» What this task involves
Check each line of the records below for the word "MORAIS" and copy those where it appears.

» Dataset content
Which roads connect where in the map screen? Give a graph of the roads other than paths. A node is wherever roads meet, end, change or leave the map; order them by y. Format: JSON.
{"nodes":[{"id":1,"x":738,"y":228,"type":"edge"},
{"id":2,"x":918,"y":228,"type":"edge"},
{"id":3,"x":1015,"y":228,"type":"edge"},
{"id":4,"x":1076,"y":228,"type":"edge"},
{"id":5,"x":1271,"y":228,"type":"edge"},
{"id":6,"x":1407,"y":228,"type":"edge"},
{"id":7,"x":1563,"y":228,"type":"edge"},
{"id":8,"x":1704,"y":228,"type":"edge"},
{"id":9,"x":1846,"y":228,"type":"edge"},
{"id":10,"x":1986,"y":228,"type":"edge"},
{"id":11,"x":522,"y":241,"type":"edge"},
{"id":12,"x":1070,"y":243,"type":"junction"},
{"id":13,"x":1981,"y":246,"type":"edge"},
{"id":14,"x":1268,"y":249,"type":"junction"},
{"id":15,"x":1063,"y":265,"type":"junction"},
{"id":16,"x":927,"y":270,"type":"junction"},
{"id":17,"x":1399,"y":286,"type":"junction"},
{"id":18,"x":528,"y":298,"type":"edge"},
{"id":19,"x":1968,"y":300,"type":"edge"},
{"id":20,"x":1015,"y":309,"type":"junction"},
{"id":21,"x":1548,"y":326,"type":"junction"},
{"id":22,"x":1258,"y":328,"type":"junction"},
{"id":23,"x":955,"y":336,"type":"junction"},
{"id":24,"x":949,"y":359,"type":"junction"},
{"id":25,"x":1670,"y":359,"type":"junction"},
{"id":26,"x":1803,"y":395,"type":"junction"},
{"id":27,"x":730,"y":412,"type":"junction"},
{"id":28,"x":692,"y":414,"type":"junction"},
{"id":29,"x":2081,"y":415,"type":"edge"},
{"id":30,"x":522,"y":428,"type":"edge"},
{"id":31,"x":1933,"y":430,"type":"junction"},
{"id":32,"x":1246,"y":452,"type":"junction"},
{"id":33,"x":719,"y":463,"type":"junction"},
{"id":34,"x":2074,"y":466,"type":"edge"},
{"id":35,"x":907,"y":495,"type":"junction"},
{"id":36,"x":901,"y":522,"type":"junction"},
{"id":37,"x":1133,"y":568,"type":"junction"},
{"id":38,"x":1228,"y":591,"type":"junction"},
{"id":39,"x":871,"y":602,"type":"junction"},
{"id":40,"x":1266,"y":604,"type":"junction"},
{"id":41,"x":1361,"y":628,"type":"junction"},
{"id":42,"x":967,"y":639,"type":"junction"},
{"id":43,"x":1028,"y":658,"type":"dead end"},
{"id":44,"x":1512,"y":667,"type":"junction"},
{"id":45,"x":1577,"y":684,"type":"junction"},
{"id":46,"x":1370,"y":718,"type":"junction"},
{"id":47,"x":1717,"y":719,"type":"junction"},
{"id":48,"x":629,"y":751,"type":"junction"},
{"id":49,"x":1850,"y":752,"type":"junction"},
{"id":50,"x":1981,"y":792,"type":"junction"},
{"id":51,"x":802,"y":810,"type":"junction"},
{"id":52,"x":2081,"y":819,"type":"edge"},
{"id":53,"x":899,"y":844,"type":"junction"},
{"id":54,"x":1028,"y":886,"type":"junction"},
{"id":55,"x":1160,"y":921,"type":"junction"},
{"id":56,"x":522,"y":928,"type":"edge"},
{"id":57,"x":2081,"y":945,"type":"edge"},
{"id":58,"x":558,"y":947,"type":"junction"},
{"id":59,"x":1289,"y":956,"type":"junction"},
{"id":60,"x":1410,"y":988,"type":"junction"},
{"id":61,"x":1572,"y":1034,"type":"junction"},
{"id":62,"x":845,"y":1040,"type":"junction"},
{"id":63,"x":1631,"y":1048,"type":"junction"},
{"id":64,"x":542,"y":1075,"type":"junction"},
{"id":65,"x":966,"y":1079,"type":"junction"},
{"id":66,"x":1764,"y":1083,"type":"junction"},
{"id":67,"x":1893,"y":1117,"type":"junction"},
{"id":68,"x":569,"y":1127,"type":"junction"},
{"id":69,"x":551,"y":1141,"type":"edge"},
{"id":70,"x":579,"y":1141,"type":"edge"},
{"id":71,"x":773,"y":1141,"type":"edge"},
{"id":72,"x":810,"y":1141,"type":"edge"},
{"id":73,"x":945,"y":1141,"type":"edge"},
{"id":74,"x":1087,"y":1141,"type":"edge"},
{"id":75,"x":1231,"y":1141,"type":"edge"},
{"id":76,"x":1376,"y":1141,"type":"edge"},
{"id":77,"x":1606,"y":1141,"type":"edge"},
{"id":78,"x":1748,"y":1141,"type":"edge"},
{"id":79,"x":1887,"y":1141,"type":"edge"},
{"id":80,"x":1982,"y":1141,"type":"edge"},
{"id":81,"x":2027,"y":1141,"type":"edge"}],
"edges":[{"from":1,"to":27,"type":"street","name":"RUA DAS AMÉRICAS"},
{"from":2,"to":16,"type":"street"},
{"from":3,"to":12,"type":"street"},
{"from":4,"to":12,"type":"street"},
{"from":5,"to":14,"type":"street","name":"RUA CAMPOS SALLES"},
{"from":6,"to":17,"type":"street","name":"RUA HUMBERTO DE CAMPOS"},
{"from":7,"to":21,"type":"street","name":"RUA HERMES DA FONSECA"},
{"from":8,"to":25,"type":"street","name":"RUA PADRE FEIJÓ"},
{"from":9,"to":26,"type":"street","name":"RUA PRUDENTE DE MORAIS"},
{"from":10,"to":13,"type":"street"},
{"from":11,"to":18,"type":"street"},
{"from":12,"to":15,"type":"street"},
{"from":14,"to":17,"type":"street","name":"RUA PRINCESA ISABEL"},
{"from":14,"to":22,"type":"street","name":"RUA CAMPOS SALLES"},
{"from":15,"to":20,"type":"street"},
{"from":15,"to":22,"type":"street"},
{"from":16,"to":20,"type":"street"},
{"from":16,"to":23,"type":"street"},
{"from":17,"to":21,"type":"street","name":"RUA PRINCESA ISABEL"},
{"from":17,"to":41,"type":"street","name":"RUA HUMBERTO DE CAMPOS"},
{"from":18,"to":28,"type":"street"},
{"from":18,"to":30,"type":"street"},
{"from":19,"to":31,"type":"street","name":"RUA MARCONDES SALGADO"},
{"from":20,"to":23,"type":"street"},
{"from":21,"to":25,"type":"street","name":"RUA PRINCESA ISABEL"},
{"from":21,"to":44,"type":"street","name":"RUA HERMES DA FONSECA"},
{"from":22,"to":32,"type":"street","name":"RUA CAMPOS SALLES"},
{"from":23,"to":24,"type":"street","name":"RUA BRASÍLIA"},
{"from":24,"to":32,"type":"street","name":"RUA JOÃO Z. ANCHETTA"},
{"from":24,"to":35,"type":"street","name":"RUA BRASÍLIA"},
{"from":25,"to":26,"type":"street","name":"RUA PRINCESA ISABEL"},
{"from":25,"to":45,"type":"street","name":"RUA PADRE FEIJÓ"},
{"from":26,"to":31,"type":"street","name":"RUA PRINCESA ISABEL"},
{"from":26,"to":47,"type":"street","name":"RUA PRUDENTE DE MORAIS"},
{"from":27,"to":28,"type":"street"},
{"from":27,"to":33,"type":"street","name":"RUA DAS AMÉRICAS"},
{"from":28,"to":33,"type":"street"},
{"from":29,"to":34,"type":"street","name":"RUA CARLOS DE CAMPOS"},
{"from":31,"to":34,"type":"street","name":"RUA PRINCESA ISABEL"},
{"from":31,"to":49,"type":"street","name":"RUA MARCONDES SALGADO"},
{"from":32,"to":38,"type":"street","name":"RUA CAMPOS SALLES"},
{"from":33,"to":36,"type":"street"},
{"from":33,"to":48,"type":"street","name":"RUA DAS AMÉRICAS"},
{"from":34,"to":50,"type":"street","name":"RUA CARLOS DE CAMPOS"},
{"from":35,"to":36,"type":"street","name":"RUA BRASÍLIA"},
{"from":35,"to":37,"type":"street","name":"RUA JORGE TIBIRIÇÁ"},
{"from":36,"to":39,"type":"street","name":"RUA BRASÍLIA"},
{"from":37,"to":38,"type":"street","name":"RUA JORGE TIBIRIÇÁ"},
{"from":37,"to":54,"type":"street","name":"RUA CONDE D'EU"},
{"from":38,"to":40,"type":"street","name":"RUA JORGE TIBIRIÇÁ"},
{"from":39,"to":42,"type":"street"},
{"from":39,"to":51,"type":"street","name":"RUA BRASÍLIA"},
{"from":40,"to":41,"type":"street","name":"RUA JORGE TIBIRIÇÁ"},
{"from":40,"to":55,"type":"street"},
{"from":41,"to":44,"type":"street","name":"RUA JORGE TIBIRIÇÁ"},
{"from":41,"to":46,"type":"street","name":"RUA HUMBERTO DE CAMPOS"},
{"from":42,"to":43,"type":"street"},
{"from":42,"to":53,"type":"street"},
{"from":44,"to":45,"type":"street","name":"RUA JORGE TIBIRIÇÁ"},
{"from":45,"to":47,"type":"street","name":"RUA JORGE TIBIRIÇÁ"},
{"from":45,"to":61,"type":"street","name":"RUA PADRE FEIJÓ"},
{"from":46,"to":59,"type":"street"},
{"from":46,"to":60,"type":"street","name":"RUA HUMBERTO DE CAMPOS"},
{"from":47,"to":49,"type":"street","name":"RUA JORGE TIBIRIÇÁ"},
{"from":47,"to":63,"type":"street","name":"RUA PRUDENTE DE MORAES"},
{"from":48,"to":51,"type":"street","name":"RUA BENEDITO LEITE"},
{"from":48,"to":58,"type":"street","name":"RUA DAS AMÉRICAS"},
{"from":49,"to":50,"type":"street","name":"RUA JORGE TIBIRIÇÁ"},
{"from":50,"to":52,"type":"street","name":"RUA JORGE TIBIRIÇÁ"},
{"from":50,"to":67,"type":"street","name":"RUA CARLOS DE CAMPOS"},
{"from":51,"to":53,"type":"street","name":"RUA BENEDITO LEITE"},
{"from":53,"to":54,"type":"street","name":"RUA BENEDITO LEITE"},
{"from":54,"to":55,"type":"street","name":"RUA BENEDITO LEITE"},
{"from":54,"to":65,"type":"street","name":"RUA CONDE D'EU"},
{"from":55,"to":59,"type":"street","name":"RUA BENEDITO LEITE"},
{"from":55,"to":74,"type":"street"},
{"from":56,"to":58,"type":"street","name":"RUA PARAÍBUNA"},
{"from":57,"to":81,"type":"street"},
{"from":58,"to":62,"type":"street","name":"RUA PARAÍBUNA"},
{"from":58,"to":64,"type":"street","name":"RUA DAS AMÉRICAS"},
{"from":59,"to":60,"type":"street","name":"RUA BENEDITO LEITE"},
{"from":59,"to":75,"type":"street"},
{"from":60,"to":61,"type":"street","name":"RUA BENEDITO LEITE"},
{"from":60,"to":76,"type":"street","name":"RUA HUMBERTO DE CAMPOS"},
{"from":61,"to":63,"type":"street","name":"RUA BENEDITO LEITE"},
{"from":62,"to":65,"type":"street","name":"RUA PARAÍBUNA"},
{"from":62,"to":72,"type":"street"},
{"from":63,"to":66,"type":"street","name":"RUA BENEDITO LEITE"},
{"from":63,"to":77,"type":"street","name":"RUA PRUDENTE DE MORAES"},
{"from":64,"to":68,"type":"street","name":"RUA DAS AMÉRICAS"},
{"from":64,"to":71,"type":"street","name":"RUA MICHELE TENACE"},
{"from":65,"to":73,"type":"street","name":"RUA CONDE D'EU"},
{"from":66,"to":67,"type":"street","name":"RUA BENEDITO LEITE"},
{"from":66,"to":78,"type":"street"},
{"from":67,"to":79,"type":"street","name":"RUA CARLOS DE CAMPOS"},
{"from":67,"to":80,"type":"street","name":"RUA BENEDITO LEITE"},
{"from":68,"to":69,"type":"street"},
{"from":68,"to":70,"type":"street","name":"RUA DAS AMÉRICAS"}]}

» Answer box
{"from":9,"to":26,"type":"street","name":"RUA PRUDENTE DE MORAIS"},
{"from":26,"to":47,"type":"street","name":"RUA PRUDENTE DE MORAIS"},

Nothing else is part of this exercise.